Soucieux de pouvoir entretenir sa passion potagère envers et contre tous les excès climatiques, ce retraité a trouvé une solution durable et très efficace pour éviter de griller son jardin.
Il ne pouvait rester sans rien faire face aux effets dévastateurs du soleil sur ses plantations. “À la seconde vague caniculaire de juin, j’ai essayé de trouver une solution pratique et efficace en m’inspirant de certains viticulteurs qui protègent leurs vignes en les mettant à l’abri sous des grandes tentures”, explique Michel Verneret qui a toujours aimé jardiner.

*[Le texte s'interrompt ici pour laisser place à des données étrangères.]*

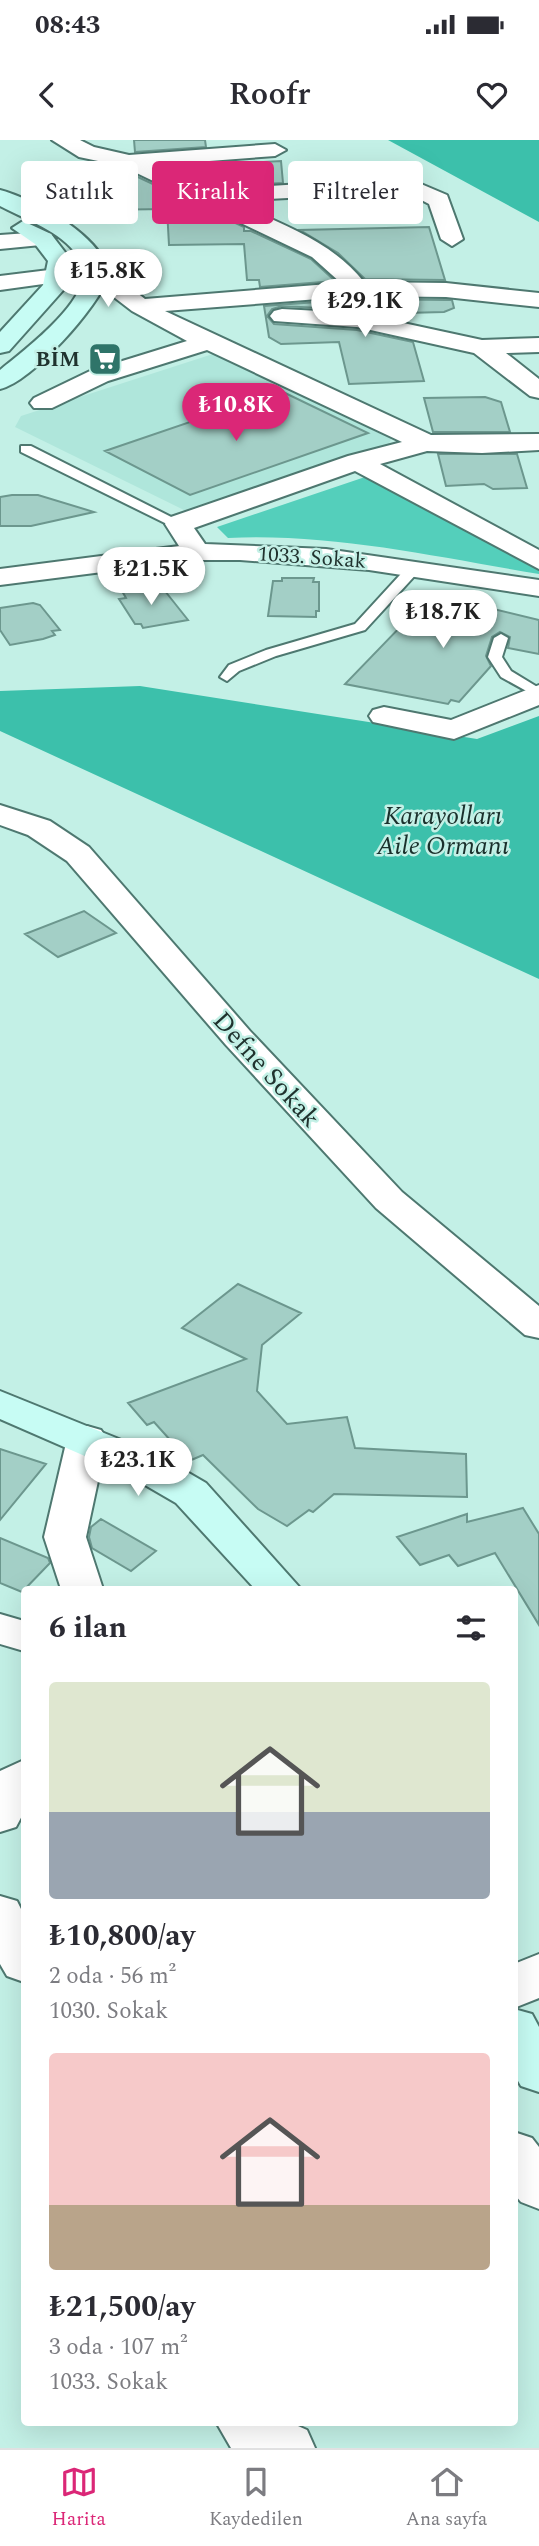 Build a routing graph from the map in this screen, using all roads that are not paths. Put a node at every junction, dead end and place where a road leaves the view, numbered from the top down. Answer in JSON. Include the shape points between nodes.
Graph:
{"nodes":[{"id":1,"x":63,"y":140,"type":"edge"},
{"id":2,"x":275,"y":150,"type":"dead end"},
{"id":3,"x":129,"y":161,"type":"joint"},
{"id":4,"x":274,"y":192,"type":"edge"},
{"id":5,"x":0,"y":197,"type":"edge"},
{"id":6,"x":0,"y":215,"type":"edge"},
{"id":7,"x":260,"y":224,"type":"edge"},
{"id":8,"x":43,"y":239,"type":"junction"},
{"id":9,"x":452,"y":239,"type":"dead end"},
{"id":10,"x":0,"y":242,"type":"edge"},
{"id":11,"x":58,"y":268,"type":"junction"},
{"id":12,"x":97,"y":273,"type":"junction"},
{"id":13,"x":0,"y":283,"type":"edge"},
{"id":14,"x":357,"y":289,"type":"junction"},
{"id":15,"x":539,"y":300,"type":"edge"},
{"id":16,"x":140,"y":306,"type":"junction"},
{"id":17,"x":172,"y":325,"type":"junction"},
{"id":18,"x":5,"y":337,"type":"edge"},
{"id":19,"x":208,"y":342,"type":"junction"},
{"id":20,"x":539,"y":345,"type":"edge"},
{"id":21,"x":482,"y":347,"type":"junction"},
{"id":22,"x":0,"y":383,"type":"edge"},
{"id":23,"x":539,"y":391,"type":"edge"},
{"id":24,"x":43,"y":403,"type":"dead end"},
{"id":25,"x":539,"y":442,"type":"edge"},
{"id":26,"x":426,"y":443,"type":"junction"},
{"id":27,"x":26,"y":449,"type":"dead end"},
{"id":28,"x":358,"y":462,"type":"junction"},
{"id":29,"x":178,"y":524,"type":"junction"},
{"id":30,"x":197,"y":552,"type":"junction"},
{"id":31,"x":539,"y":561,"type":"edge"},
{"id":32,"x":415,"y":567,"type":"junction"},
{"id":33,"x":0,"y":577,"type":"edge"},
{"id":34,"x":539,"y":588,"type":"edge"},
{"id":35,"x":501,"y":638,"type":"dead end"},
{"id":36,"x":227,"y":677,"type":"dead end"},
{"id":37,"x":539,"y":694,"type":"edge"},
{"id":38,"x":384,"y":716,"type":"dead end"},
{"id":39,"x":0,"y":814,"type":"edge"},
{"id":40,"x":539,"y":1326,"type":"edge"},
{"id":41,"x":0,"y":1404,"type":"edge"},
{"id":42,"x":87,"y":1439,"type":"junction"},
{"id":43,"x":81,"y":1586,"type":"edge"},
{"id":44,"x":278,"y":1586,"type":"edge"},
{"id":45,"x":0,"y":1629,"type":"edge"},
{"id":46,"x":21,"y":1635,"type":"edge"},
{"id":47,"x":21,"y":1779,"type":"edge"},
{"id":48,"x":0,"y":1815,"type":"edge"},
{"id":49,"x":0,"y":1914,"type":"edge"},
{"id":50,"x":21,"y":1957,"type":"edge"},
{"id":51,"x":539,"y":1973,"type":"edge"},
{"id":52,"x":518,"y":1986,"type":"edge"},
{"id":53,"x":518,"y":2014,"type":"edge"},
{"id":54,"x":539,"y":2028,"type":"edge"},
{"id":55,"x":518,"y":2035,"type":"edge"},
{"id":56,"x":539,"y":2072,"type":"edge"},
{"id":57,"x":518,"y":2158,"type":"edge"},
{"id":58,"x":539,"y":2187,"type":"edge"},
{"id":59,"x":247,"y":2426,"type":"edge"},
{"id":60,"x":287,"y":2448,"type":"edge"}],
"edges":[{"from":1,"to":3,"type":"street","via":[[87,152]]},
{"from":2,"to":3,"type":"street"},
{"from":4,"to":9,"type":"street","via":[[414,188],[439,200]]},
{"from":5,"to":12,"type":"street","via":[[74,238],[94,262]]},
{"from":6,"to":8,"type":"street"},
{"from":7,"to":14,"type":"street","via":[[320,252]]},
{"from":8,"to":10,"type":"street"},
{"from":8,"to":11,"type":"street"},
{"from":11,"to":12,"type":"street"},
{"from":11,"to":13,"type":"street"},
{"from":11,"to":18,"type":"street","via":[[54,287]]},
{"from":12,"to":16,"type":"street"},
{"from":12,"to":22,"type":"street","via":[[92,291],[63,326]]},
{"from":14,"to":15,"type":"street","via":[[446,290]]},
{"from":14,"to":16,"type":"street"},
{"from":16,"to":17,"type":"street"},
{"from":17,"to":19,"type":"street"},
{"from":17,"to":21,"type":"street","via":[[298,315],[357,320]]},
{"from":19,"to":24,"type":"street","via":[[99,376]]},
{"from":19,"to":26,"type":"street"},
{"from":20,"to":21,"type":"street"},
{"from":21,"to":23,"type":"street"},
{"from":25,"to":26,"type":"street"},
{"from":26,"to":28,"type":"street"},
{"from":27,"to":29,"type":"lane"},
{"from":28,"to":29,"type":"street"},
{"from":28,"to":31,"type":"street"},
{"from":29,"to":30,"type":"street"},
{"from":30,"to":32,"type":"street","name":"1033. Sokak"},
{"from":30,"to":33,"type":"street","name":"1033. Sokak"},
{"from":32,"to":34,"type":"street","name":"1033. Sokak"},
{"from":32,"to":36,"type":"lane","via":[[360,627],[271,653],[234,668]]},
{"from":35,"to":37,"type":"lane","via":[[495,657],[506,674]]},
{"from":37,"to":38,"type":"street","via":[[454,730]]},
{"from":39,"to":40,"type":"street","name":"Defne Sokak","via":[[39,828],[78,854],[237,1038],[389,1200]]},
{"from":41,"to":42,"type":"street"},
{"from":42,"to":43,"type":"street","via":[[65,1536]]},
{"from":42,"to":44,"type":"street","via":[[191,1493]]},
{"from":45,"to":46,"type":"street"},
{"from":47,"to":48,"type":"street"},
{"from":49,"to":50,"type":"street"},
{"from":51,"to":52,"type":"street"},
{"from":53,"to":54,"type":"street"},
{"from":55,"to":56,"type":"street"},
{"from":57,"to":58,"type":"street"},
{"from":59,"to":60,"type":"street"}]}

Son procédé est aussi simple que vertueux. Il a découpé différents modules de 4 à 6 m² dans une bâche de seconde main. Chaque pièce est ensuite fixée sur un cadre en bois, lui-même posé sur des piquets installés autour des carrés de jardin. “Les modules sont situés à environ 80 cm du sol et l’ensemble est haubané pour résister aux coups de vent et aux fortes précipitations”, poursuit le créateur qui a sollicité des commerçants locaux pour lui fournir le matériel nécessaire : bois, petite quincaillerie… Il a également confectionné une structure en forme de carrousel sous laquelle il dispose des pots.
Les résultats sont positifs comme le démontrent les relevés de températures. “À 13 heures quand il fait 31 °C à l’extérieur, la température à 10 cm de profondeur s’élève à 37 °C. À la même profondeur sous le module, elle descend à 21 °C, soit un gain de fraîcheur de 16 °C. C’est la température idéale pour faire démarrer les salades par exemple.”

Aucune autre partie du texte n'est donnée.